| Work task |
What follows is a set of records, each of which is to be written out exactly.

| Records provided |
▼

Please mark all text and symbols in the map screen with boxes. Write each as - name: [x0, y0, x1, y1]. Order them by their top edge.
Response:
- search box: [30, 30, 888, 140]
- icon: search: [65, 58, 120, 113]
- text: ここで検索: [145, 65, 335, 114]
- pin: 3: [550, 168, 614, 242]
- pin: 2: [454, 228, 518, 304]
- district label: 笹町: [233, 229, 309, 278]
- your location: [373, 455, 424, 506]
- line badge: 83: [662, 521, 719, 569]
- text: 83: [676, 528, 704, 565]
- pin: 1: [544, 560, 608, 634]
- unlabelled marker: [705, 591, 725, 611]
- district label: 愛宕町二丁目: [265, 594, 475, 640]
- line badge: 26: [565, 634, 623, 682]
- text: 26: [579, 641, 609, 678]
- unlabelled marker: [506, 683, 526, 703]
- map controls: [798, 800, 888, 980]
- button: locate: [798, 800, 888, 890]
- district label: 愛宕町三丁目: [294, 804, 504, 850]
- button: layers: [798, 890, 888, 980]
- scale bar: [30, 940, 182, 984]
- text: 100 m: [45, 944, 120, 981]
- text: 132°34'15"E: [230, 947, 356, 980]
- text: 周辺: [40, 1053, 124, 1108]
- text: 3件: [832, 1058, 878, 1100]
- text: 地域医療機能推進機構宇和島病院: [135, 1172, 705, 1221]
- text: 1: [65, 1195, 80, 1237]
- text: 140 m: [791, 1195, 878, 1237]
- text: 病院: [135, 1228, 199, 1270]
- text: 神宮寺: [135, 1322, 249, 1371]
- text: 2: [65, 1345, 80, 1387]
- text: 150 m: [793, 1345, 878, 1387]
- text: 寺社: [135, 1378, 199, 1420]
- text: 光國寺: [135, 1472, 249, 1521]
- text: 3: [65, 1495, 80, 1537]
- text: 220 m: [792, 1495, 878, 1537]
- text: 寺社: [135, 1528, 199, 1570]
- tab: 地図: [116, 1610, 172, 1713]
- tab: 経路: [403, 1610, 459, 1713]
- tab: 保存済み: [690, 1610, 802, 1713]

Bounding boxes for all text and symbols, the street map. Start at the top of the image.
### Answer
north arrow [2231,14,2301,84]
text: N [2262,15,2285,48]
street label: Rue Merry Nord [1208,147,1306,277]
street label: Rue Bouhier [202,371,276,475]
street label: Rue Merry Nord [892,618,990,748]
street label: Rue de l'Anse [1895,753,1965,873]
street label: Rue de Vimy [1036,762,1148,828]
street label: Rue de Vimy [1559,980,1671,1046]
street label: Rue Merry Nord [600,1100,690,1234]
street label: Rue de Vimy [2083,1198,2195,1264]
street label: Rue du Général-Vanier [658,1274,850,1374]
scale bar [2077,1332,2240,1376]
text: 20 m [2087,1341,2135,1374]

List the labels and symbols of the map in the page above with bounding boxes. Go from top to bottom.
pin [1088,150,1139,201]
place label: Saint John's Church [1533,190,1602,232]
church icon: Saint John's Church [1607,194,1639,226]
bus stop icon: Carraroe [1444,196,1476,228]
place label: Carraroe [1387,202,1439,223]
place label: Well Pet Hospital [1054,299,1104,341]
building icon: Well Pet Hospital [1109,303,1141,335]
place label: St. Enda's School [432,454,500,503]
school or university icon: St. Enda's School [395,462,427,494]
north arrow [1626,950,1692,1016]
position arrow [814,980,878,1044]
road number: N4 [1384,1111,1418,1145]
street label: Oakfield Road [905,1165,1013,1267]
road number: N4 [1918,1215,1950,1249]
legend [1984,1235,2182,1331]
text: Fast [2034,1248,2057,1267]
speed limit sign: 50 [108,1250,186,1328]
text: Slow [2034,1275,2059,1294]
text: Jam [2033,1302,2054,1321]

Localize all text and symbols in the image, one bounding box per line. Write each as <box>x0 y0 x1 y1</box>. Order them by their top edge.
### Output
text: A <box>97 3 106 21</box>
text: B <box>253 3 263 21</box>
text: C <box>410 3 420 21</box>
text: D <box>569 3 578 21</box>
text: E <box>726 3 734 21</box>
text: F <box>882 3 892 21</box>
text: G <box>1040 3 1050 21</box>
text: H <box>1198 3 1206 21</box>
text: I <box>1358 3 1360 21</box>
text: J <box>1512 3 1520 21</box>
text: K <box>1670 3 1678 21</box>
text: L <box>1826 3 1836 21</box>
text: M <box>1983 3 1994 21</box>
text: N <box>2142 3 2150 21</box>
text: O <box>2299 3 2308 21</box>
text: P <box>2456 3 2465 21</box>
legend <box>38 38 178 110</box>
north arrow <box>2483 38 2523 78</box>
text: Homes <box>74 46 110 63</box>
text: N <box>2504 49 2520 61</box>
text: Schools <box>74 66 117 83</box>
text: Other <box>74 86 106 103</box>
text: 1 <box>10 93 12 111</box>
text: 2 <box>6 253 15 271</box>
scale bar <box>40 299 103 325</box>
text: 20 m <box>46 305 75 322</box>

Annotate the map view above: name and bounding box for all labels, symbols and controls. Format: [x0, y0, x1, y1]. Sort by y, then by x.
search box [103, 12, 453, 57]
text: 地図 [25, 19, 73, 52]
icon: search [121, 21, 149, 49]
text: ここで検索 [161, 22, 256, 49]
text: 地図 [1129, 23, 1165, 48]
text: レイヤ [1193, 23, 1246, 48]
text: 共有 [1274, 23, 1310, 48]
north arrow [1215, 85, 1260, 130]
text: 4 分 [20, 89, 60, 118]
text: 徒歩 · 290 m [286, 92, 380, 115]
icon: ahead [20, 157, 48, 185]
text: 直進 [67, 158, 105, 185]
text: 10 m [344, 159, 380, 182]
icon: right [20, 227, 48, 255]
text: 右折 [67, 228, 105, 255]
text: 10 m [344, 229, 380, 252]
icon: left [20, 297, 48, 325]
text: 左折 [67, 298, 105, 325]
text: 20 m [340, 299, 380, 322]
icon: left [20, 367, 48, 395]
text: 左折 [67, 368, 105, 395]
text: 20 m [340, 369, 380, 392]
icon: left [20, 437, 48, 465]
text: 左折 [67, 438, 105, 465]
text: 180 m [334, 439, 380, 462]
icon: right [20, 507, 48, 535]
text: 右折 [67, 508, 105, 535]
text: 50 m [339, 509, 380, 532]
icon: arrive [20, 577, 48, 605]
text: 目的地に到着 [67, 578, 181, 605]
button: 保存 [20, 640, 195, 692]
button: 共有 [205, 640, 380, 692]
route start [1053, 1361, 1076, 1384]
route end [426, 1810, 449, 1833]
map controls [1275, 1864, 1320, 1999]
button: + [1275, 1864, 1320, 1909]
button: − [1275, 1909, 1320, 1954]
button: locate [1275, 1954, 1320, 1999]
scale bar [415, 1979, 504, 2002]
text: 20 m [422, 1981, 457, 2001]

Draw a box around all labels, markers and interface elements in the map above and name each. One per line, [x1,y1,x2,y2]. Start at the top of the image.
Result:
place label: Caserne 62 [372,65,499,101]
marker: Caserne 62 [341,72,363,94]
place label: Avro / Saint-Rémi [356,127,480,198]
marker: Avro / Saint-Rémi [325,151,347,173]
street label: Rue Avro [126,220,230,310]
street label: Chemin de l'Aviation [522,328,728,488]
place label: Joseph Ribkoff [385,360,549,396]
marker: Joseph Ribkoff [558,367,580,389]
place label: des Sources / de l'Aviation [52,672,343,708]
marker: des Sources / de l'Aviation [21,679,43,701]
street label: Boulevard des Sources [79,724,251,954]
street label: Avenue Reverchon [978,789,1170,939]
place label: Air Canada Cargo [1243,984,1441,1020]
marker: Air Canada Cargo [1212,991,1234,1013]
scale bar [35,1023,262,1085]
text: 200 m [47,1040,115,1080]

▲

| Your response |
Please mark all text and symbols in the map screen with boxes. Write each as - name: [x0, y0, x1, y1]. Order them by their top edge.
Response:
- search box: [30, 30, 888, 140]
- icon: search: [65, 58, 120, 113]
- text: ここで検索: [145, 65, 335, 114]
- pin: 3: [550, 168, 614, 242]
- pin: 2: [454, 228, 518, 304]
- district label: 笹町: [233, 229, 309, 278]
- your location: [373, 455, 424, 506]
- line badge: 83: [662, 521, 719, 569]
- text: 83: [676, 528, 704, 565]
- pin: 1: [544, 560, 608, 634]
- unlabelled marker: [705, 591, 725, 611]
- district label: 愛宕町二丁目: [265, 594, 475, 640]
- line badge: 26: [565, 634, 623, 682]
- text: 26: [579, 641, 609, 678]
- unlabelled marker: [506, 683, 526, 703]
- map controls: [798, 800, 888, 980]
- button: locate: [798, 800, 888, 890]
- district label: 愛宕町三丁目: [294, 804, 504, 850]
- button: layers: [798, 890, 888, 980]
- scale bar: [30, 940, 182, 984]
- text: 100 m: [45, 944, 120, 981]
- text: 132°34'15"E: [230, 947, 356, 980]
- text: 周辺: [40, 1053, 124, 1108]
- text: 3件: [832, 1058, 878, 1100]
- text: 地域医療機能推進機構宇和島病院: [135, 1172, 705, 1221]
- text: 1: [65, 1195, 80, 1237]
- text: 140 m: [791, 1195, 878, 1237]
- text: 病院: [135, 1228, 199, 1270]
- text: 神宮寺: [135, 1322, 249, 1371]
- text: 2: [65, 1345, 80, 1387]
- text: 150 m: [793, 1345, 878, 1387]
- text: 寺社: [135, 1378, 199, 1420]
- text: 光國寺: [135, 1472, 249, 1521]
- text: 3: [65, 1495, 80, 1537]
- text: 220 m: [792, 1495, 878, 1537]
- text: 寺社: [135, 1528, 199, 1570]
- tab: 地図: [116, 1610, 172, 1713]
- tab: 経路: [403, 1610, 459, 1713]
- tab: 保存済み: [690, 1610, 802, 1713]

Bounding boxes for all text and symbols, the street map. Start at the top of the image.
### Answer
north arrow [2231,14,2301,84]
text: N [2262,15,2285,48]
street label: Rue Merry Nord [1208,147,1306,277]
street label: Rue Bouhier [202,371,276,475]
street label: Rue Merry Nord [892,618,990,748]
street label: Rue de l'Anse [1895,753,1965,873]
street label: Rue de Vimy [1036,762,1148,828]
street label: Rue de Vimy [1559,980,1671,1046]
street label: Rue Merry Nord [600,1100,690,1234]
street label: Rue de Vimy [2083,1198,2195,1264]
street label: Rue du Général-Vanier [658,1274,850,1374]
scale bar [2077,1332,2240,1376]
text: 20 m [2087,1341,2135,1374]

List the labels and symbols of the map in the page above with bounding boxes. Go from top to bottom.
pin [1088,150,1139,201]
place label: Saint John's Church [1533,190,1602,232]
church icon: Saint John's Church [1607,194,1639,226]
bus stop icon: Carraroe [1444,196,1476,228]
place label: Carraroe [1387,202,1439,223]
place label: Well Pet Hospital [1054,299,1104,341]
building icon: Well Pet Hospital [1109,303,1141,335]
place label: St. Enda's School [432,454,500,503]
school or university icon: St. Enda's School [395,462,427,494]
north arrow [1626,950,1692,1016]
position arrow [814,980,878,1044]
road number: N4 [1384,1111,1418,1145]
street label: Oakfield Road [905,1165,1013,1267]
road number: N4 [1918,1215,1950,1249]
legend [1984,1235,2182,1331]
text: Fast [2034,1248,2057,1267]
speed limit sign: 50 [108,1250,186,1328]
text: Slow [2034,1275,2059,1294]
text: Jam [2033,1302,2054,1321]

Localize all text and symbols in the image, one bounding box per line. Write each as <box>x0 y0 x1 y1</box>. Order them by their top edge.
### Output
text: A <box>97 3 106 21</box>
text: B <box>253 3 263 21</box>
text: C <box>410 3 420 21</box>
text: D <box>569 3 578 21</box>
text: E <box>726 3 734 21</box>
text: F <box>882 3 892 21</box>
text: G <box>1040 3 1050 21</box>
text: H <box>1198 3 1206 21</box>
text: I <box>1358 3 1360 21</box>
text: J <box>1512 3 1520 21</box>
text: K <box>1670 3 1678 21</box>
text: L <box>1826 3 1836 21</box>
text: M <box>1983 3 1994 21</box>
text: N <box>2142 3 2150 21</box>
text: O <box>2299 3 2308 21</box>
text: P <box>2456 3 2465 21</box>
legend <box>38 38 178 110</box>
north arrow <box>2483 38 2523 78</box>
text: Homes <box>74 46 110 63</box>
text: N <box>2504 49 2520 61</box>
text: Schools <box>74 66 117 83</box>
text: Other <box>74 86 106 103</box>
text: 1 <box>10 93 12 111</box>
text: 2 <box>6 253 15 271</box>
scale bar <box>40 299 103 325</box>
text: 20 m <box>46 305 75 322</box>

Annotate the map view above: name and bounding box for all labels, symbols and controls. Format: [x0, y0, x1, y1]. Sort by y, then by x.
search box [103, 12, 453, 57]
text: 地図 [25, 19, 73, 52]
icon: search [121, 21, 149, 49]
text: ここで検索 [161, 22, 256, 49]
text: 地図 [1129, 23, 1165, 48]
text: レイヤ [1193, 23, 1246, 48]
text: 共有 [1274, 23, 1310, 48]
north arrow [1215, 85, 1260, 130]
text: 4 分 [20, 89, 60, 118]
text: 徒歩 · 290 m [286, 92, 380, 115]
icon: ahead [20, 157, 48, 185]
text: 直進 [67, 158, 105, 185]
text: 10 m [344, 159, 380, 182]
icon: right [20, 227, 48, 255]
text: 右折 [67, 228, 105, 255]
text: 10 m [344, 229, 380, 252]
icon: left [20, 297, 48, 325]
text: 左折 [67, 298, 105, 325]
text: 20 m [340, 299, 380, 322]
icon: left [20, 367, 48, 395]
text: 左折 [67, 368, 105, 395]
text: 20 m [340, 369, 380, 392]
icon: left [20, 437, 48, 465]
text: 左折 [67, 438, 105, 465]
text: 180 m [334, 439, 380, 462]
icon: right [20, 507, 48, 535]
text: 右折 [67, 508, 105, 535]
text: 50 m [339, 509, 380, 532]
icon: arrive [20, 577, 48, 605]
text: 目的地に到着 [67, 578, 181, 605]
button: 保存 [20, 640, 195, 692]
button: 共有 [205, 640, 380, 692]
route start [1053, 1361, 1076, 1384]
route end [426, 1810, 449, 1833]
map controls [1275, 1864, 1320, 1999]
button: + [1275, 1864, 1320, 1909]
button: − [1275, 1909, 1320, 1954]
button: locate [1275, 1954, 1320, 1999]
scale bar [415, 1979, 504, 2002]
text: 20 m [422, 1981, 457, 2001]

Draw a box around all labels, markers and interface elements in the map above and name each. One per line, [x1,y1,x2,y2]. Start at the top of the image.
Result:
place label: Caserne 62 [372,65,499,101]
marker: Caserne 62 [341,72,363,94]
place label: Avro / Saint-Rémi [356,127,480,198]
marker: Avro / Saint-Rémi [325,151,347,173]
street label: Rue Avro [126,220,230,310]
street label: Chemin de l'Aviation [522,328,728,488]
place label: Joseph Ribkoff [385,360,549,396]
marker: Joseph Ribkoff [558,367,580,389]
place label: des Sources / de l'Aviation [52,672,343,708]
marker: des Sources / de l'Aviation [21,679,43,701]
street label: Boulevard des Sources [79,724,251,954]
street label: Avenue Reverchon [978,789,1170,939]
place label: Air Canada Cargo [1243,984,1441,1020]
marker: Air Canada Cargo [1212,991,1234,1013]
scale bar [35,1023,262,1085]
text: 200 m [47,1040,115,1080]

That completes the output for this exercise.